You’d think that after all this time, we’d be grateful that against all odds some restaurants have opened their doors once more meaning we can enjoy a nice meal with someone else doing all the cooking and washing up. But no, the attitude of some is far from gratitude with an increasing number of no shows at restaurants putting the industry at serious risk of collapse.



According to the online reservation system Resdiary, UK restaurants and bars incur annual losses of £16 billion pounds due to no shows. The current situation is exacerbating the problem with restaurants already struggling to survive having to take the extra hit of people just not turning up.

Top celebrity chefs have spoken out against those who do not honour their restaurant reservations. Tom Kerridge has branded the behaviour of 27 people who were no shows at his London restaurant on Saturday 11th July as ‘disgraceful’ and “shortsighted.” Similarly, when 92 people failed to turn up at his friend’s restaurant, James Martin criticised the no shows and said that it was an “ongoing problem, “which ”needs to be addressed.”

Unfortunately current no shows cannot be filled by walks ins and overbooking to counteract possible no shows would just cause more issues with no overflow space available due to social distancing restrictions.


Why don’t people just cancel?


There are a number of reasons why people don’t cancel their reservations.

Not easy to do so

This can be the case if there is no quick online cancellation facility, company contact details are not clear enough on website or there’s no answer when diners call to try to cancel so they give up.

Can’t be bothered

Some diners may be under the impression that it won’t matter if they don’t turn up as someone can easily fill their place so don’t consider it important to ring to cancel.

Forget to do so

People get caught up in the day and they forget the reservation. They even do so despite email or telephone reminders from the establishment in question.

No manners

Have we forgotten how to behave in lockdown? Have our good manners got lost under stockpiles of toilet rolls and flour?

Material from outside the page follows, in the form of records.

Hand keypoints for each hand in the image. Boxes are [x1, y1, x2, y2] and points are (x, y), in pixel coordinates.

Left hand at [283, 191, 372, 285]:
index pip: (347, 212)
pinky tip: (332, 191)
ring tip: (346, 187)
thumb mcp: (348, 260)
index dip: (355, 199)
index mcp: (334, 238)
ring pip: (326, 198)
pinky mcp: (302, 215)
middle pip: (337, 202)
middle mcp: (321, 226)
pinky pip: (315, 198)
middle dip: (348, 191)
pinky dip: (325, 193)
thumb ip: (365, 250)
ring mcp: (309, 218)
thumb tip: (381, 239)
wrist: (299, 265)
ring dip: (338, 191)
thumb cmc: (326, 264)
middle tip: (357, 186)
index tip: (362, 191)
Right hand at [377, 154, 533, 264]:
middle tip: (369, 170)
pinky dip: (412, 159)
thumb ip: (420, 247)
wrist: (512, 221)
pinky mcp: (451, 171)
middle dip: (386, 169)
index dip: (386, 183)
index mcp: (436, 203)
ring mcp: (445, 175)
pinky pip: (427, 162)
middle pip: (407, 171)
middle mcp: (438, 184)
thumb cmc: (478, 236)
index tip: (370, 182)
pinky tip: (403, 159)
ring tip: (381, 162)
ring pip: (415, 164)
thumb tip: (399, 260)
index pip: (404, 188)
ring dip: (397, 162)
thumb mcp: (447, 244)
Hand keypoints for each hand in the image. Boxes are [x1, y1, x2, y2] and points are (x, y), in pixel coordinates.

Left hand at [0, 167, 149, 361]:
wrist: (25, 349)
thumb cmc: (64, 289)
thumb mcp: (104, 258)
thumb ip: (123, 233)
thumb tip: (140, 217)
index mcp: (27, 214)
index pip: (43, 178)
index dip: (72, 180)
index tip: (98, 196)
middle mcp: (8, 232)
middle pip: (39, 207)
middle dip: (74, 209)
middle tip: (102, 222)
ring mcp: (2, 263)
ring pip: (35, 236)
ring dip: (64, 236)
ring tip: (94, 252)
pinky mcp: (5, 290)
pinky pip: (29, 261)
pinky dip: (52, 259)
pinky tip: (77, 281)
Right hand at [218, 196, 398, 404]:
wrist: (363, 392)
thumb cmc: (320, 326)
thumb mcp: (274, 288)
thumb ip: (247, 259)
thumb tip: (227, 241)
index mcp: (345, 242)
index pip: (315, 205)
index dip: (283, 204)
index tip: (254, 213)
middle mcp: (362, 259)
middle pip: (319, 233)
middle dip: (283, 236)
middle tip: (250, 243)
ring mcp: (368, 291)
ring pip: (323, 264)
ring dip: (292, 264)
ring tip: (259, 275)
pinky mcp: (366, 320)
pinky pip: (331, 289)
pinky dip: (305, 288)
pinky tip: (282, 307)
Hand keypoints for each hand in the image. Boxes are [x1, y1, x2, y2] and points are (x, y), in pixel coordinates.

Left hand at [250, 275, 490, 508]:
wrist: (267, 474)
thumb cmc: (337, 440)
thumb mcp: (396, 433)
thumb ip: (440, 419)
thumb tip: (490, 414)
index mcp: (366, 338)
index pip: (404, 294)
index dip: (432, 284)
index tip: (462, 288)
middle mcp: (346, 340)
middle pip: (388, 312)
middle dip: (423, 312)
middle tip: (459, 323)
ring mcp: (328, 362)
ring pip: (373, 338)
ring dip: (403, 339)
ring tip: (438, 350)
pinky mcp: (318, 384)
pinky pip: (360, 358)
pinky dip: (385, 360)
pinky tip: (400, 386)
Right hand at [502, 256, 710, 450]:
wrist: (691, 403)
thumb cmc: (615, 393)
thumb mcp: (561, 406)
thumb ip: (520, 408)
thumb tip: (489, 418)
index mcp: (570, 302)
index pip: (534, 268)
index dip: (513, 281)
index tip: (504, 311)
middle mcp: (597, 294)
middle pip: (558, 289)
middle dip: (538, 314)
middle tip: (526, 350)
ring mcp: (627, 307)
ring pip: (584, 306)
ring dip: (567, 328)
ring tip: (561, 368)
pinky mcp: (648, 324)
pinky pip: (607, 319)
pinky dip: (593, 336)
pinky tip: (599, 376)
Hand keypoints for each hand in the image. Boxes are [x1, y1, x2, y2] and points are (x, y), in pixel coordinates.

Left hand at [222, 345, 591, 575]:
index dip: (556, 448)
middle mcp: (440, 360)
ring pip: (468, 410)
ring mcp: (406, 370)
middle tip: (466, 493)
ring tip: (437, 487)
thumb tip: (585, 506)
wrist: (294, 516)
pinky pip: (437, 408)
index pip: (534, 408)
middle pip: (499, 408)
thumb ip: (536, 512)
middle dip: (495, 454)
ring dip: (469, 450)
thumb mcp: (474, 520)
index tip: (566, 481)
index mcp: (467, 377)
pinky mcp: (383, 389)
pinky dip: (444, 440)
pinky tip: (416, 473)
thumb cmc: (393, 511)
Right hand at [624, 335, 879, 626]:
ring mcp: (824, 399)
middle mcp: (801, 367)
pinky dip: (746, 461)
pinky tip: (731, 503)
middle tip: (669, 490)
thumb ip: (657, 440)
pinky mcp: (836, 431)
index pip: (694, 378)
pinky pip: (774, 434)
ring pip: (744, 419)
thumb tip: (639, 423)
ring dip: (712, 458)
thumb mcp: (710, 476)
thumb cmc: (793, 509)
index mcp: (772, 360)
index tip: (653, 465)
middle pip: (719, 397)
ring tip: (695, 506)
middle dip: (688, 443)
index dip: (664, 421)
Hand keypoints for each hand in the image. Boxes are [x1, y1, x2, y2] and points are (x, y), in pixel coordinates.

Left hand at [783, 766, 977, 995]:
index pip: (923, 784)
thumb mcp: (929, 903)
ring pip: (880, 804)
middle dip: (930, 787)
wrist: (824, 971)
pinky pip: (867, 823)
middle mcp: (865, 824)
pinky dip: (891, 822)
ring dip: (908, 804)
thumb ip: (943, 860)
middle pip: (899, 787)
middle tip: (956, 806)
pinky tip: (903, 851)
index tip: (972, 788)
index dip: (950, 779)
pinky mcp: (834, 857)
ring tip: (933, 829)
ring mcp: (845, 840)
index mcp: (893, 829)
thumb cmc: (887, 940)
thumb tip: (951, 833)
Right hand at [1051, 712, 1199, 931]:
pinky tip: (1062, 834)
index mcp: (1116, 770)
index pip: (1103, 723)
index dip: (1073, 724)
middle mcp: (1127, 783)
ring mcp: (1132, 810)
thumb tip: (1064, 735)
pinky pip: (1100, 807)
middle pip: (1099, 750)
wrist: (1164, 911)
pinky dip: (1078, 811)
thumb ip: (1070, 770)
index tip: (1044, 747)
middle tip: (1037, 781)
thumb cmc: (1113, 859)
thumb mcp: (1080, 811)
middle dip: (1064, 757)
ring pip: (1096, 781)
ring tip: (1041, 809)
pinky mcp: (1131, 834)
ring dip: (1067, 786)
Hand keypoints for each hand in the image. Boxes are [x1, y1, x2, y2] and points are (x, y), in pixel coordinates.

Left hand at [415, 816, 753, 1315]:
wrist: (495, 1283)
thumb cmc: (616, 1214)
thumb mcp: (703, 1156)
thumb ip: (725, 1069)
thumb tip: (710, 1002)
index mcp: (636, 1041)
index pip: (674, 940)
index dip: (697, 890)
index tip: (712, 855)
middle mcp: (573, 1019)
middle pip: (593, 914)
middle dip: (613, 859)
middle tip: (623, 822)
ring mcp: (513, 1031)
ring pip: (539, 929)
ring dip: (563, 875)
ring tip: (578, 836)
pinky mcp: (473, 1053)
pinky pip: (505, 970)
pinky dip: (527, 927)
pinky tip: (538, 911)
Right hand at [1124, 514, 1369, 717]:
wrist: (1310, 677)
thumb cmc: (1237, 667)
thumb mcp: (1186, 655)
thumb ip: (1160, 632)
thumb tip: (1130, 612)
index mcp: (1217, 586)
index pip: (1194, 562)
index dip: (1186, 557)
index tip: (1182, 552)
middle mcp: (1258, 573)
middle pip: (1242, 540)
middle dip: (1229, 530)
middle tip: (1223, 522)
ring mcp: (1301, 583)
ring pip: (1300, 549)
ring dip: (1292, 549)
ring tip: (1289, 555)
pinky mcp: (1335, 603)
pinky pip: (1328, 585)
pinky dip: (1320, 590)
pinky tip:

Making a phone call takes about 2 minutes and it’s common courtesy to do so.

Hedging bets

In some areas, people book multiple restaurants to hedge their bets on getting a table and then choose last minute where to go.


Whether it be a lack of understanding and respect or just plain ignorance, selfishness and laziness, the reality is that no shows are putting people’s jobs, livelihoods and businesses on the line.



How can you help restaurants?


Don’t make a restaurant reservation unless you are sure you can go


If something crops up which means you do need to cancel or rebook then make sure you do so


Spread the word about the consequences both long and short term of no shows


Support the Greater Manchester based campaign organised by hospitality recruitment consultancy Sixty Eight People with Antonia Lallement from restaurant group Gusto


Use the hashtag #nomorenoshows to raise awareness of the impact of no shows.


Be understanding if a reasonable deposit is requested by the restaurant


Quite simply, as Antonia herself says in this tweet, “Don’t be a bell.” People’s livelihoods depend on you doing the right thing right now.


How can you be a better customer?


This month as the Queen of Customer Service, I chatted on BBC Your Money and Your Life to Matt Allright and Kym Marsh about how now more than ever we need to be better customers. Selfishness and inconsideration are not qualities we should be displaying as customers full stop but particularly not in the current climate. The programme is still available to watch on iplayer via this link until the end of the month and you can read more ways that you can be a better customer in this blog post.

To survive, we need to pull together as one big team. We may not be in the same boat but we are in the same storm. Let’s make sure no one is left in the water.